Print the entries exactly as given.

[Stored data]
'''

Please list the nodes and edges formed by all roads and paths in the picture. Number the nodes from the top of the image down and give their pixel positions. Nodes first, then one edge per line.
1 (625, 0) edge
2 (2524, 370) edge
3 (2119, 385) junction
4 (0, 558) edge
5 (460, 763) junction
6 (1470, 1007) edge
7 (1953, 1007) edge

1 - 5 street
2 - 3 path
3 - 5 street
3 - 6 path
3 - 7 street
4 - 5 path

'''

» **Task response**:
Please list the nodes and edges formed by all roads and paths in the picture. Number the nodes from the top of the image down and give their pixel positions. Nodes first, then one edge per line.
1 (625, 0) edge
2 (2524, 370) edge
3 (2119, 385) junction
4 (0, 558) edge
5 (460, 763) junction
6 (1470, 1007) edge
7 (1953, 1007) edge

1 - 5 street
2 - 3 path
3 - 5 street
3 - 6 path
3 - 7 street
4 - 5 path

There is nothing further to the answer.